> [Your assignment]
Give back the entries verbatim.

> [Data]
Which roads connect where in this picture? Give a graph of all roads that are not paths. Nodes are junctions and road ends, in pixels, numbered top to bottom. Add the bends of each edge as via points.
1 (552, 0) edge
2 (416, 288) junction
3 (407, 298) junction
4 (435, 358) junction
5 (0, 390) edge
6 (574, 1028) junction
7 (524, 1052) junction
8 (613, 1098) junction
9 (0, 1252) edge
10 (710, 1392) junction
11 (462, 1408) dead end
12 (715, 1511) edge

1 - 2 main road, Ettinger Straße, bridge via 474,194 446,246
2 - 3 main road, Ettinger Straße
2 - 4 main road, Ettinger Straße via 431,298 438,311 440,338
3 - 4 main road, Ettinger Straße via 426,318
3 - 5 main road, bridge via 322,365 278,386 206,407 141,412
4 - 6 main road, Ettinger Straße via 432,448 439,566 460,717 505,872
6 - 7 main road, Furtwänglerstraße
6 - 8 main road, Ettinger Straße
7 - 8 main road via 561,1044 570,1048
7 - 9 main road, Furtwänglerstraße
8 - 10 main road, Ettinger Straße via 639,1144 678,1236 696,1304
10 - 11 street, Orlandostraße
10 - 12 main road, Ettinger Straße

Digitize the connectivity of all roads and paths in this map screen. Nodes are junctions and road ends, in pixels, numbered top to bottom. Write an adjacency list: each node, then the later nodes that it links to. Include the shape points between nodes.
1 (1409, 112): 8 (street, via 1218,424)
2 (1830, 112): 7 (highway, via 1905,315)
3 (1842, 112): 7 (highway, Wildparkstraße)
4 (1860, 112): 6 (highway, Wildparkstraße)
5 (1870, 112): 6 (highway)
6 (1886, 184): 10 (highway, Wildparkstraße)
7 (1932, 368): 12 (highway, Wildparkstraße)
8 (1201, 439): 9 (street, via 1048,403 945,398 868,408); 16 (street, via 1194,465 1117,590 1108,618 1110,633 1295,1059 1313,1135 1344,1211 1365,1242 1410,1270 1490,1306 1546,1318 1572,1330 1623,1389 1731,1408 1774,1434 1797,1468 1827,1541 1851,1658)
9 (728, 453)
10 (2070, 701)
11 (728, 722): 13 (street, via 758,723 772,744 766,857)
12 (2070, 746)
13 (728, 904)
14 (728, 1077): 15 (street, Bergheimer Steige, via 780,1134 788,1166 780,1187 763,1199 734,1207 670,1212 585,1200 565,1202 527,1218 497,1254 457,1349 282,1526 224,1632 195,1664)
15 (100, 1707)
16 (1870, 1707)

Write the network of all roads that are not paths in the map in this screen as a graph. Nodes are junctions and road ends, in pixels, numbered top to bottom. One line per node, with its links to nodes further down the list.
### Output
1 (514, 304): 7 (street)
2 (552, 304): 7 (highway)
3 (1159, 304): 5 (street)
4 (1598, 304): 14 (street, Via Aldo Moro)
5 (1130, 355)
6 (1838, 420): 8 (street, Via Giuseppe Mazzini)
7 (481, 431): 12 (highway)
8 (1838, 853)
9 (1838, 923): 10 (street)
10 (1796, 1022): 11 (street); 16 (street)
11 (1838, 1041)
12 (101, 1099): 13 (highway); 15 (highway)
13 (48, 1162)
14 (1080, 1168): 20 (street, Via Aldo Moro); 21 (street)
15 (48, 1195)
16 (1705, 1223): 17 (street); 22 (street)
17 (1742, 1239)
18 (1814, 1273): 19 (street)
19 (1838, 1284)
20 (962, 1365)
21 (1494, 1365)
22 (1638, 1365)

> [Result]
Which roads connect where in this picture? Give a graph of all roads that are not paths. Nodes are junctions and road ends, in pixels, numbered top to bottom. Add the bends of each edge as via points.
1 (552, 0) edge
2 (416, 288) junction
3 (407, 298) junction
4 (435, 358) junction
5 (0, 390) edge
6 (574, 1028) junction
7 (524, 1052) junction
8 (613, 1098) junction
9 (0, 1252) edge
10 (710, 1392) junction
11 (462, 1408) dead end
12 (715, 1511) edge

1 - 2 main road, Ettinger Straße, bridge via 474,194 446,246
2 - 3 main road, Ettinger Straße
2 - 4 main road, Ettinger Straße via 431,298 438,311 440,338
3 - 4 main road, Ettinger Straße via 426,318
3 - 5 main road, bridge via 322,365 278,386 206,407 141,412
4 - 6 main road, Ettinger Straße via 432,448 439,566 460,717 505,872
6 - 7 main road, Furtwänglerstraße
6 - 8 main road, Ettinger Straße
7 - 8 main road via 561,1044 570,1048
7 - 9 main road, Furtwänglerstraße
8 - 10 main road, Ettinger Straße via 639,1144 678,1236 696,1304
10 - 11 street, Orlandostraße
10 - 12 main road, Ettinger Straße

Digitize the connectivity of all roads and paths in this map screen. Nodes are junctions and road ends, in pixels, numbered top to bottom. Write an adjacency list: each node, then the later nodes that it links to. Include the shape points between nodes.
1 (1409, 112): 8 (street, via 1218,424)
2 (1830, 112): 7 (highway, via 1905,315)
3 (1842, 112): 7 (highway, Wildparkstraße)
4 (1860, 112): 6 (highway, Wildparkstraße)
5 (1870, 112): 6 (highway)
6 (1886, 184): 10 (highway, Wildparkstraße)
7 (1932, 368): 12 (highway, Wildparkstraße)
8 (1201, 439): 9 (street, via 1048,403 945,398 868,408); 16 (street, via 1194,465 1117,590 1108,618 1110,633 1295,1059 1313,1135 1344,1211 1365,1242 1410,1270 1490,1306 1546,1318 1572,1330 1623,1389 1731,1408 1774,1434 1797,1468 1827,1541 1851,1658)
9 (728, 453)
10 (2070, 701)
11 (728, 722): 13 (street, via 758,723 772,744 766,857)
12 (2070, 746)
13 (728, 904)
14 (728, 1077): 15 (street, Bergheimer Steige, via 780,1134 788,1166 780,1187 763,1199 734,1207 670,1212 585,1200 565,1202 527,1218 497,1254 457,1349 282,1526 224,1632 195,1664)
15 (100, 1707)
16 (1870, 1707)

Write the network of all roads that are not paths in the map in this screen as a graph. Nodes are junctions and road ends, in pixels, numbered top to bottom. One line per node, with its links to nodes further down the list.
### Output
1 (514, 304): 7 (street)
2 (552, 304): 7 (highway)
3 (1159, 304): 5 (street)
4 (1598, 304): 14 (street, Via Aldo Moro)
5 (1130, 355)
6 (1838, 420): 8 (street, Via Giuseppe Mazzini)
7 (481, 431): 12 (highway)
8 (1838, 853)
9 (1838, 923): 10 (street)
10 (1796, 1022): 11 (street); 16 (street)
11 (1838, 1041)
12 (101, 1099): 13 (highway); 15 (highway)
13 (48, 1162)
14 (1080, 1168): 20 (street, Via Aldo Moro); 21 (street)
15 (48, 1195)
16 (1705, 1223): 17 (street); 22 (street)
17 (1742, 1239)
18 (1814, 1273): 19 (street)
19 (1838, 1284)
20 (962, 1365)
21 (1494, 1365)
22 (1638, 1365)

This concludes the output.